Data records
________
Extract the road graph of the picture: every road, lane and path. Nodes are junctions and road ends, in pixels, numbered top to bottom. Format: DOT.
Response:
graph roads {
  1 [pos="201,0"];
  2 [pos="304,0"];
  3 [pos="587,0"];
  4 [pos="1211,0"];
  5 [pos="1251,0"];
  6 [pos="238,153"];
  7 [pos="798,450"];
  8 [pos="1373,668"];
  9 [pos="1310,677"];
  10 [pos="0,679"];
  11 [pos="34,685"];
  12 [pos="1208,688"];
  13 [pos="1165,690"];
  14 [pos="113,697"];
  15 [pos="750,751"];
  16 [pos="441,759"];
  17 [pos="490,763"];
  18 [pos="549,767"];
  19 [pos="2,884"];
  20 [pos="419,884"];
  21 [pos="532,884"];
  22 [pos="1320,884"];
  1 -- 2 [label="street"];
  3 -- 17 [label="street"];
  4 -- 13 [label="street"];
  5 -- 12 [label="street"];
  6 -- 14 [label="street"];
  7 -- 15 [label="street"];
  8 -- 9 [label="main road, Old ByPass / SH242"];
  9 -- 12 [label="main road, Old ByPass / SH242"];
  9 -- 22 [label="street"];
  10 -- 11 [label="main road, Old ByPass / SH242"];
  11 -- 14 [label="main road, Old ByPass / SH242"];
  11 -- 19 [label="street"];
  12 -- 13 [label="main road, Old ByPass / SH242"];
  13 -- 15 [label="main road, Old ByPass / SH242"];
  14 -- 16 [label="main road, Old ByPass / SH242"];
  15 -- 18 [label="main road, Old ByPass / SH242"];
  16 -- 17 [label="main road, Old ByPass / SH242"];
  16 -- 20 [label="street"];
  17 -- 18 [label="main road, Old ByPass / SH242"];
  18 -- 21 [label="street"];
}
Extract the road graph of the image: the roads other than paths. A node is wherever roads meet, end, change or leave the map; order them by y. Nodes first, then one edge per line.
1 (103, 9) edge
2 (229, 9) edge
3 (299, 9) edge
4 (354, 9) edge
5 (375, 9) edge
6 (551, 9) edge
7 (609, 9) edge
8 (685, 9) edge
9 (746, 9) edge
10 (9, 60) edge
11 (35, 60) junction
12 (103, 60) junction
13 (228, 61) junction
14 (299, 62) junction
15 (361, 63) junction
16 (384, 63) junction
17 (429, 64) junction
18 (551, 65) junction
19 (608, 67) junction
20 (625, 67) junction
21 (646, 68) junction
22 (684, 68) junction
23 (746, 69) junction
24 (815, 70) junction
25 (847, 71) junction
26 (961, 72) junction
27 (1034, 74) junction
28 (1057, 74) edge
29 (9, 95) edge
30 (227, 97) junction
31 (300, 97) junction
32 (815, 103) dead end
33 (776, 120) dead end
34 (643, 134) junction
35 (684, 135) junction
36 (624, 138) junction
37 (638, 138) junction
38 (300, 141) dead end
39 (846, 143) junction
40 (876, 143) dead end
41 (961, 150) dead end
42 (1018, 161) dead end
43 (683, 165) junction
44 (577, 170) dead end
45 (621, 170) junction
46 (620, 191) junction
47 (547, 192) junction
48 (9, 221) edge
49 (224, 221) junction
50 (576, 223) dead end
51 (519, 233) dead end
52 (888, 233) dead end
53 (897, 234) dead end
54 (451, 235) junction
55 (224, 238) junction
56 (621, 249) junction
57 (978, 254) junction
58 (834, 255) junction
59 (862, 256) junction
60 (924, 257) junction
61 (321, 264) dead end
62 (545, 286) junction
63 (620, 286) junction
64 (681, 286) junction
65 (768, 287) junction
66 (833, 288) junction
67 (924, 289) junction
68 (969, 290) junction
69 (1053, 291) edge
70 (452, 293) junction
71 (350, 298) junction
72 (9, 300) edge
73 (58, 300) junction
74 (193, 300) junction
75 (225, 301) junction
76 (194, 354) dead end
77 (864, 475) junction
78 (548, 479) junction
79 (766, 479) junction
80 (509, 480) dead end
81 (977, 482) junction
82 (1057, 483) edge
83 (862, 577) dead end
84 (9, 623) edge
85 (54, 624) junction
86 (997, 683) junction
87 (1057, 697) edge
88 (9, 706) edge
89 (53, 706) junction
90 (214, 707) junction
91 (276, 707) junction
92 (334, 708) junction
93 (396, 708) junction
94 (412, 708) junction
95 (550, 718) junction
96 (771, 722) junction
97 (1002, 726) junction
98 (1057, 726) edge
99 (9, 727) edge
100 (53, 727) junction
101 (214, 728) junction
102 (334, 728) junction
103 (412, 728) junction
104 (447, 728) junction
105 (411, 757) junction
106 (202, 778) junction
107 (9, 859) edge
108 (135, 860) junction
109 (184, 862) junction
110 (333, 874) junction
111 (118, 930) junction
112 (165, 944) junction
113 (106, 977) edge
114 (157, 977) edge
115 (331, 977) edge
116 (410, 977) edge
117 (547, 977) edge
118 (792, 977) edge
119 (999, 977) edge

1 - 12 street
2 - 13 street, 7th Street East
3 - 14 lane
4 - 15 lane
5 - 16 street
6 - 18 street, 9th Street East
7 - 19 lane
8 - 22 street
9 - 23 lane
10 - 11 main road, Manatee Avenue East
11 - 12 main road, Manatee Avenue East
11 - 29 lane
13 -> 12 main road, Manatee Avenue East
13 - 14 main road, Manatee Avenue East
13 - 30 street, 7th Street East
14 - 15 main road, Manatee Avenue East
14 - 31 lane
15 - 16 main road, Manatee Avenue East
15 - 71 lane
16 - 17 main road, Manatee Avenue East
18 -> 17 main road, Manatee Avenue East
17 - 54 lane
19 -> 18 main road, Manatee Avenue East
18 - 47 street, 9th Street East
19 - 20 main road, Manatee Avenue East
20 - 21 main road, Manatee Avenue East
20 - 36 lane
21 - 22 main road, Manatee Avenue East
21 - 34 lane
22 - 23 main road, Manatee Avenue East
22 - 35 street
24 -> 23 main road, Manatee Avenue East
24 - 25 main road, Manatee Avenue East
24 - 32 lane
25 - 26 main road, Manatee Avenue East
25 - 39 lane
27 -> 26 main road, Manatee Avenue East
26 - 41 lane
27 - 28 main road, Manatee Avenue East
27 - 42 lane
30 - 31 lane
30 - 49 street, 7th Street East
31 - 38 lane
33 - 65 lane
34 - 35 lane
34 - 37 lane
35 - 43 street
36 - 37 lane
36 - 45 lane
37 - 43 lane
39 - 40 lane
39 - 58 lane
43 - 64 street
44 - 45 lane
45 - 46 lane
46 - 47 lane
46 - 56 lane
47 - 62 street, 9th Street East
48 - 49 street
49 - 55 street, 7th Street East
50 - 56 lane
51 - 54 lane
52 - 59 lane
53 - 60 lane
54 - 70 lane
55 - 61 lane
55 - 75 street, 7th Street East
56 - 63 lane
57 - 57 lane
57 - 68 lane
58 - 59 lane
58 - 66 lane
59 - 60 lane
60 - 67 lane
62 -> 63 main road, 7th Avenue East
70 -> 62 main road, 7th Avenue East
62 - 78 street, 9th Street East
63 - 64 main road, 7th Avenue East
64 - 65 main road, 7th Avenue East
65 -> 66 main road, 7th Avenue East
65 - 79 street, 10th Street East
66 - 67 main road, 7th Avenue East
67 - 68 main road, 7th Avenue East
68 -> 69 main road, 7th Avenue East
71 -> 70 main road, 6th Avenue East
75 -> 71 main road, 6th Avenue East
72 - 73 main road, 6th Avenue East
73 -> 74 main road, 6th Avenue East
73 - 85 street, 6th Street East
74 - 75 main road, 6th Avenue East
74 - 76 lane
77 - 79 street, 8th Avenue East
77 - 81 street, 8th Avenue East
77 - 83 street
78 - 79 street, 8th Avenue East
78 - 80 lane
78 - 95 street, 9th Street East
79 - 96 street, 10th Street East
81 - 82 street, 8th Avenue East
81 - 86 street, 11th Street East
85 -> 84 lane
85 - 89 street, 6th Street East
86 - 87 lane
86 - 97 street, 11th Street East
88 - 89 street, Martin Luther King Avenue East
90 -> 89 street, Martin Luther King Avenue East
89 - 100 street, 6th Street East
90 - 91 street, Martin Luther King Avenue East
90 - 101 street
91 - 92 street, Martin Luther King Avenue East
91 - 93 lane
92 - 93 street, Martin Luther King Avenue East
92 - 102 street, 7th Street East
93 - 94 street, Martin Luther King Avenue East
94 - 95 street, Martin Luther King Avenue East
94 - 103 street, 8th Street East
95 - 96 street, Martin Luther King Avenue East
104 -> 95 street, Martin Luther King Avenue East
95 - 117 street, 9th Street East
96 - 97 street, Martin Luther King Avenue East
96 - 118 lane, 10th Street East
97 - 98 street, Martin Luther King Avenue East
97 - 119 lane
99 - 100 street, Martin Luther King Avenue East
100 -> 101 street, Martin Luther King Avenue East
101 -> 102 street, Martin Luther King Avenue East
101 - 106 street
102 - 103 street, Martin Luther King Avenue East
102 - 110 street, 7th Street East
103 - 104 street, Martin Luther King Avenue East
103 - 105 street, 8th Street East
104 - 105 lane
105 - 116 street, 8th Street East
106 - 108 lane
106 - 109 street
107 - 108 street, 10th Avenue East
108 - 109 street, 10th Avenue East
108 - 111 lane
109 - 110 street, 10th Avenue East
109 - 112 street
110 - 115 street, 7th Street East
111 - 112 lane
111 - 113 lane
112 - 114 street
________
Work required:
Only lines with the word "ByPass" are wanted, so copy each one from the records.

Exercise result:
  8 -- 9 [label="main road, Old ByPass / SH242"];
  9 -- 12 [label="main road, Old ByPass / SH242"];
  10 -- 11 [label="main road, Old ByPass / SH242"];
  11 -- 14 [label="main road, Old ByPass / SH242"];
  12 -- 13 [label="main road, Old ByPass / SH242"];
  13 -- 15 [label="main road, Old ByPass / SH242"];
  14 -- 16 [label="main road, Old ByPass / SH242"];
  15 -- 18 [label="main road, Old ByPass / SH242"];
  16 -- 17 [label="main road, Old ByPass / SH242"];
  17 -- 18 [label="main road, Old ByPass / SH242"];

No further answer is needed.